Carmen De Vos' dreamy sensual wonderland
"Carmen De Vos loves pushing the boundaries of her viewers almost as much as she loves pushing the limits of expired Polaroid film. Almost. The Belgian art photographer has made a career of working with instant film, and recently published a retrospective collection of the last decade of her work as a large-scale coffee table book called The Eyes of the Fox published by [ander]-zijds."
See more of Carmen's work on instagram at @carmendevoss
Her book is available at carmen-de-vosss.myshopify.com










ALTER/ANALOG: How did you get your start in photography?
CD: My mother was always photographing. I remember I looked forward to getting the printed photo's back from the lab. It always felt like a moment of adventure. As soon as I could, from my 12th birthday on or so, an old Kodak camera became my companion on travels and school trips. Later on, I shot friends and family.
When I was 40, I took a year of Sabbath from my office job and in that year I founded my own magazine, TicKL, and English art porn Polaroid magazine, in which I explored the limits of female sexual fantasies. I never really got cured of this naughtiness. I didn't know it then, and it was not my intention, but from then on, I became a professional photographer. I didn't always know what I was doing, as I had never worked in magazines before, but I knew what I wanted, and I worked until I achieved it. The Belgian press embraced me, and soon after that, I started working for them.
ALTER/ANALOG: What made you gravitate toward instant film?
CD: I was an ardent Lomographer at first, captivated by the beauty of random picture taking and bewitched by the bold colours cross-processing evoked. The idea that a photo could be mad and wild instead of sharp and technically perfect was an idea that had an irresistible appeal to me. When Florian Kaps and Andy Hoeller started up Polanoid.net and the Impossible Project, celebrating instant photography, I got curious about the artistic possibilities a Polaroid could add to my work. The Polaroid platform offered a little, warm nest in which we could freely experiment with the medium of Polaroids. We were a society of like-minded Polaroid freaks who did nothing but push the boundaries of the Polaroid canvas. Deformations, discolouration, self-made filters, strange subjects, weird compositions, burning the Polaroids, dissecting them, I loved it all. I was smitten with this little frame in which a magical world developed under my very eyes.
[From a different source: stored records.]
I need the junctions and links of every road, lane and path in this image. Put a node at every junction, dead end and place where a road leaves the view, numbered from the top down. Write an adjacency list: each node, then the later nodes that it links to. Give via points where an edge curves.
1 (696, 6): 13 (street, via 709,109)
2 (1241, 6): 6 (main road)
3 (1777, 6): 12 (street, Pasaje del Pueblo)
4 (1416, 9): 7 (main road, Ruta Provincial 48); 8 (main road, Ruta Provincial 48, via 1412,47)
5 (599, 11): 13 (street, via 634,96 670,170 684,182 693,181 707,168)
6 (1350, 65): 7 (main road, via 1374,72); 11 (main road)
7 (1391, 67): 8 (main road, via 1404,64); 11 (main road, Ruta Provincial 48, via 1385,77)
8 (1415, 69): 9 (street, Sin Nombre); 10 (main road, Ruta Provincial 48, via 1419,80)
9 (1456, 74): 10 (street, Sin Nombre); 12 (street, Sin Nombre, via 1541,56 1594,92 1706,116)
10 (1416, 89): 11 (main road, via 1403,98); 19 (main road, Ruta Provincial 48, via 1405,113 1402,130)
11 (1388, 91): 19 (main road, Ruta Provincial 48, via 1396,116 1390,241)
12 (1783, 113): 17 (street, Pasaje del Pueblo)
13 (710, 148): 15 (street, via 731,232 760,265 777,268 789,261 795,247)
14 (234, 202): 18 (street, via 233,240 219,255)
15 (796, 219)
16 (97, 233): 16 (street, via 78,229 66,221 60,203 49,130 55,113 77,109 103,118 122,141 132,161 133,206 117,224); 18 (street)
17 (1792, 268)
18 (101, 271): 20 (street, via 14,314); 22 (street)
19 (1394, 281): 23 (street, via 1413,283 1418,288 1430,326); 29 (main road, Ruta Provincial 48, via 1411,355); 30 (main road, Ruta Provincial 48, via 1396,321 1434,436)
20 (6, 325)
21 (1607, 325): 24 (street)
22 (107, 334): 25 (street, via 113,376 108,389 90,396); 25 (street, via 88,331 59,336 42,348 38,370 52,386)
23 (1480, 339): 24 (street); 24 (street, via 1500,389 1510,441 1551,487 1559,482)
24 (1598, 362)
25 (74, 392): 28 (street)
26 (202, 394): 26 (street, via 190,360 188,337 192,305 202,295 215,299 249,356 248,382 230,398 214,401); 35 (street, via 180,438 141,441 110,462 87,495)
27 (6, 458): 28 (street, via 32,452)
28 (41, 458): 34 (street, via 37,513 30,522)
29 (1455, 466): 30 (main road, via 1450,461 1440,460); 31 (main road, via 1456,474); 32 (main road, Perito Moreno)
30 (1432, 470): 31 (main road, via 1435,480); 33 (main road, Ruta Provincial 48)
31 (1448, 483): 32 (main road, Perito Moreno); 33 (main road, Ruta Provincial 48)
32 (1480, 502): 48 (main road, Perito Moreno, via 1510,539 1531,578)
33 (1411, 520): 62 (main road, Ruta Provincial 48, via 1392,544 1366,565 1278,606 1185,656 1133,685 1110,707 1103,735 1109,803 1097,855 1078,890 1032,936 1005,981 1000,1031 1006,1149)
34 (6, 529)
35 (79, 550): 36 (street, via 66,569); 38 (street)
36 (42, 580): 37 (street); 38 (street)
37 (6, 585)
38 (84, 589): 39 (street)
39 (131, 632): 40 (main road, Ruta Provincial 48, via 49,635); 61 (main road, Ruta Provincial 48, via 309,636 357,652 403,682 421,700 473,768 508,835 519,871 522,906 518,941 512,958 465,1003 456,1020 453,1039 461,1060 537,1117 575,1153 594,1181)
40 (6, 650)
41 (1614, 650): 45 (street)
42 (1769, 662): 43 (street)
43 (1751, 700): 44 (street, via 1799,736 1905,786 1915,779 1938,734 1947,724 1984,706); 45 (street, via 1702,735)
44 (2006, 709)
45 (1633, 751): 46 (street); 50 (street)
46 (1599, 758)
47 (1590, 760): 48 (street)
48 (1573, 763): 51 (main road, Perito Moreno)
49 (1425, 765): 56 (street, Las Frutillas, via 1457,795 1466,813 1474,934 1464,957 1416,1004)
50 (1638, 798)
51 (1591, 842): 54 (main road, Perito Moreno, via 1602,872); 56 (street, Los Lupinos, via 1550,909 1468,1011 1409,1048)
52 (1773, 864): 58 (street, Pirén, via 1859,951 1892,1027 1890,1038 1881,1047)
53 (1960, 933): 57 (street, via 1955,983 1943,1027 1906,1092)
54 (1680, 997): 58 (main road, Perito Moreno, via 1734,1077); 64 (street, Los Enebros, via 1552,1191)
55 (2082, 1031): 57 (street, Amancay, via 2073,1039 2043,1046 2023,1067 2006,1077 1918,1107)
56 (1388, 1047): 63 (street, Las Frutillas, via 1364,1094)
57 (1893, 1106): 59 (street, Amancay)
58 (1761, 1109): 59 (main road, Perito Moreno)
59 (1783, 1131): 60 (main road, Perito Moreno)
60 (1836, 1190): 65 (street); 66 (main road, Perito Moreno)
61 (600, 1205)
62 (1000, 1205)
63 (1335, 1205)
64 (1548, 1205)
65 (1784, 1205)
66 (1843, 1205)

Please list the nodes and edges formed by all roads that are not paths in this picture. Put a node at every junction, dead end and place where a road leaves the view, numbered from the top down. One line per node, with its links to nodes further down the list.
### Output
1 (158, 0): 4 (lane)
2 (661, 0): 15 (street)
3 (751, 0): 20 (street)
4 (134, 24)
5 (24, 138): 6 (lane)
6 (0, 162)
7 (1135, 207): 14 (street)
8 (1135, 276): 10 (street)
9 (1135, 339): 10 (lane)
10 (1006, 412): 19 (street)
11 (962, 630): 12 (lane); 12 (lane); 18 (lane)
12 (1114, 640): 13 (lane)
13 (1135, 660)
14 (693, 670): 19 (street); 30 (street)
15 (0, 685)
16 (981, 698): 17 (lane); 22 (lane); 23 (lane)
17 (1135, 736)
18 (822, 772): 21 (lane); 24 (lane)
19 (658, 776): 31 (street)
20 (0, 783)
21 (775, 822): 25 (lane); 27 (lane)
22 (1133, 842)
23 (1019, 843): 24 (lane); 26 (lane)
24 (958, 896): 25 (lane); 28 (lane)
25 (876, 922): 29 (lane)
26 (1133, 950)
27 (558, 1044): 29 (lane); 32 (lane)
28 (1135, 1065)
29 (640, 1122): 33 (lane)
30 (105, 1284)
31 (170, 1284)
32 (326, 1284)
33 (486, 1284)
ALTER/ANALOG: Much of your work is sensual. What attracts you to that?
CD: Sensuality is as beauty is, a motor on which my soul thrives. I think that the attempt to soothe and calm the craziness of life by surrounding myself with grace and plunging into sensuality is my biggest trigger to create. In all my work, I propagate the idea that women can experience their sensuality unrestrained. The double standard, in which boys are encouraged to live out sexually, and girls are socially judged by it, has never taken hold of me. Only when I discovered the polaroid, with its sensory and unpredictability, that it felt like I finally knew who I was. I was suddenly able to put a language to my sense of sensuality, my fantasy, my sense of aesthetics.
I like to skirt the borders of good decency, but it is not the (half) naked bodies in themselves make my photos sexy. Nude in an unusual situation: that puts my imagination to work. I like to create dreamy worlds in which the eroticism lurks around every corner. My women are not incentive dolls for the benefit of other people's pleasure. They are incredibly sensual and sexual beings because it is their nature, and they enjoy it to the full.
ALTER/ANALOG: How do you feel about your photos being censored on platforms like instagram?
CD: It is not the nudity that is offending, it is the eye of the beholder and what he makes of it. I am a child of the seventies, nudity was no issue in my young days. There were naked bodies in the public life, on tv, on the beach. Young bodies next to old bodies.
Censorship on Facebook and Instagram is setting the clock back with at least sixty years. Especially the female body is being criminalised by this censorship. Soon younger generation will start to think that penalising nudity, even in art, is a normal thing to do. This is a dangerous evolution.